The final battle in Babylon |
Dir: D.W. Griffith
Prod: D.W. Griffith
Scr: D.W. Griffith,
Anita Loos, Hettie Grey Baker, Tod Browning, Mary H. O’Connor, Frank E. Woods
Phot: G.W. “Billy”
Bitzer
Premiere: August 6,
1916
210 mins., original
cut; 197 mins., most existing cuts
Like his other notable epic The Birth of a Nation, D.W. Griffiths’ Intolerance is an eroded monument, one that doesn’t really live in
people’s hearts as Citizen Kane, Casablanca, or The Gold Rush do. In critical estimation, like Nation, it is cherished for its technical achievements but not much
else. It’s one of the first “art” films – a label that usually means – it’s
brilliant but nobody watches it.
Birth of a Nation,
the Civil War saga made by Griffith two years before Intolerance, was a stupendous filmic achievement and huge financial
success. However, it was also grossly racist. This sparked an immense pushback
from African Americans and social progressives across the country. (It is also
cited as singlehanded reviving the white-supremacist terror group, the Ku Klux
Klan.) In one of the supremely ironic moments in American film history,
Griffith conceived of Intolerance in
response to the liberal censure of his openly racist thinking.
Christ preaches |
In this project, Griffith literally outdid himself. He
dreamed of going far beyond what anyone else had done with film narrative, and
he succeeded. Intolerance is
structured like an immense musical fugue – different passages that all relate
to a central theme. There are four different narratives – a story set in
ancient Babylon, the story of Christ, a story of the St. Bartholomew’s Day
massacre in 1572 France, in which Catholics slaughtered Protestants, and a
‘modern-day’ story concerning the deadly influence of socially progressive
do-gooders. The result: a film originally nearly four hours long, catnip for
critics but baffling to viewers.
So what makes it so great? It’s Griffith’s idea that not
only was he capable of telling stories this way, but that the viewer is capable
of understanding them, to synthesize the stories and relate them to the central
image, the recurring image of the Eternal Motherhood rocking a cradle,
symbolizing continuity and rebirth (with the Three Fates sitting ominously in
the background). It’s a faith in the audience that Hollywood would never test
again.
'Out of the cradle endlessly rocking . . . ' |
The modern story, “The Mother and the Law,” was in the
planning stages even before The Birth of
a Nation. It has the most solid storyline of the four, and the wooliest
thinking behind it. In it, Griffith indicts the idle rich, the capitalist
bosses, the striking workers, the criminal element, but above all the
horse-faced biddies whose intolerance of the working class’ simple lives and pleasures
leads them to interfere with and destroys the lives of the powerless The titles -- 'Jealous of youth and laughter,' '' We must have laws to make people good" -- lay out his message. All seem
to conspire to deny The Dear One (Mae Marsh) and The Boy (Bobby Harron). happiness,
their baby, and The Boy’s life. (Griffith prefers his characters as archetypes
rather than as rounded personalities.) It a conventional tale, complete with a
race to save The Boy from the gallows.
Racing eagerly alongside and amongst this are the other plot
threads. The Babylonian sequence is by far the best realized visually,
sumptuously designed and innovatively shot (the track-in shot of its mighty,
elaborate setting is the best remembered part of the film). Beside these two,
the French story seems perfunctory, and the Crucifixion almost an afterthought.

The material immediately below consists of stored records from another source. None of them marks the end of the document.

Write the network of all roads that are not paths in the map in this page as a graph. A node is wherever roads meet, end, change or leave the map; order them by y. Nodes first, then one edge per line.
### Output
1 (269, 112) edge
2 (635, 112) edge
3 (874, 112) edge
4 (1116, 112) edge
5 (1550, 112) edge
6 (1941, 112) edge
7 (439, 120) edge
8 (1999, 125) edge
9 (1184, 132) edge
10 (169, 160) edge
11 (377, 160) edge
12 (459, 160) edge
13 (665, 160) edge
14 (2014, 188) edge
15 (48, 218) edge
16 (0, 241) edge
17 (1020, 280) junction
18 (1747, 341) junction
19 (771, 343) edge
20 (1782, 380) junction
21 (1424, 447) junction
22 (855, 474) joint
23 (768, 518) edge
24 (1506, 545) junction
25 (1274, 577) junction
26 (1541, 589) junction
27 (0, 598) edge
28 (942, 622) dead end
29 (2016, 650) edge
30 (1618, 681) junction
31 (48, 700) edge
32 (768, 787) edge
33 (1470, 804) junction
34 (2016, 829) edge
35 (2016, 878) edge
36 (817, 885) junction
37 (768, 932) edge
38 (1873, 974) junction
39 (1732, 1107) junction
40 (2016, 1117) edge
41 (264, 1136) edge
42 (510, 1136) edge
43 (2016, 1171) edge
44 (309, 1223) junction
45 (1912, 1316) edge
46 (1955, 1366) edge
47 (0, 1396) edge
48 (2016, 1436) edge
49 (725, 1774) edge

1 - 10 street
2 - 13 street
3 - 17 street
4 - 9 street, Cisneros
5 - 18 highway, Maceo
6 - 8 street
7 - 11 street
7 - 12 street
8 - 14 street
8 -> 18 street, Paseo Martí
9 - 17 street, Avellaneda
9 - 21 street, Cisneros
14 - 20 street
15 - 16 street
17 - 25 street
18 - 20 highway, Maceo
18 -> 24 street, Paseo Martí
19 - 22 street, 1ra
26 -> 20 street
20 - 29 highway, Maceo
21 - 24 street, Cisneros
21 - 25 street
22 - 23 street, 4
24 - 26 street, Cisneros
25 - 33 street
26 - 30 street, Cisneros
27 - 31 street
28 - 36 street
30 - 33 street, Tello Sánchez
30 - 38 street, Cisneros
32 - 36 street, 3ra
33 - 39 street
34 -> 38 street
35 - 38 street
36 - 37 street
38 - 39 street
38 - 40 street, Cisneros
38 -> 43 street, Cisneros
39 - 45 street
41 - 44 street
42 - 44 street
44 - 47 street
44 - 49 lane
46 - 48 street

The film’s pretentious intertitles don’t help. These, combined with the film’s
visual grandiosity, make Intolerance seem
hopelessly pompous and condescending.
But if you ignore the words, something happens. Every single
frame is carefully and beautifully designed for maximum effect. Every scene is
fully inhabited, with hundreds of actors in character and in harmonious action,
even in the deep background and at the edges of the frame. The four stories are
told with perfect clarity, using close-ups, dolly shots, irises, frame masking,
panoramic sweeps, and more – none used
gratuitously, all subordinated to service of the narrative. (The four
storylines are even given distinctive tints as a visual aid.) The film’s insane
budget of $2.5 million ($47 million today) is sell-used, up there on the
screen. Most astonishing is that the script was unwritten, existing only in
Griffith’s head and explicated to an army of designers, technicians, crew and
cast on a daily basis.
Griffith's scenic vocabulary: from panoramic vision |
to excruciating closeup |
The most important innovation is the film’s editing. With
musical grace, Griffith cuts brilliantly not only within but between the
stories, maintaining a hypnotic rhythm that imperceptibly speeds up throughout
the film, until all four stories climax in a brilliant rush of imagery that
leaps dizzy into the viewers’ laps. This achievement opened the eyes of
directors and editors around the world. More than 100 years later, it still
looks fresh. No wonder it perplexed many at the time.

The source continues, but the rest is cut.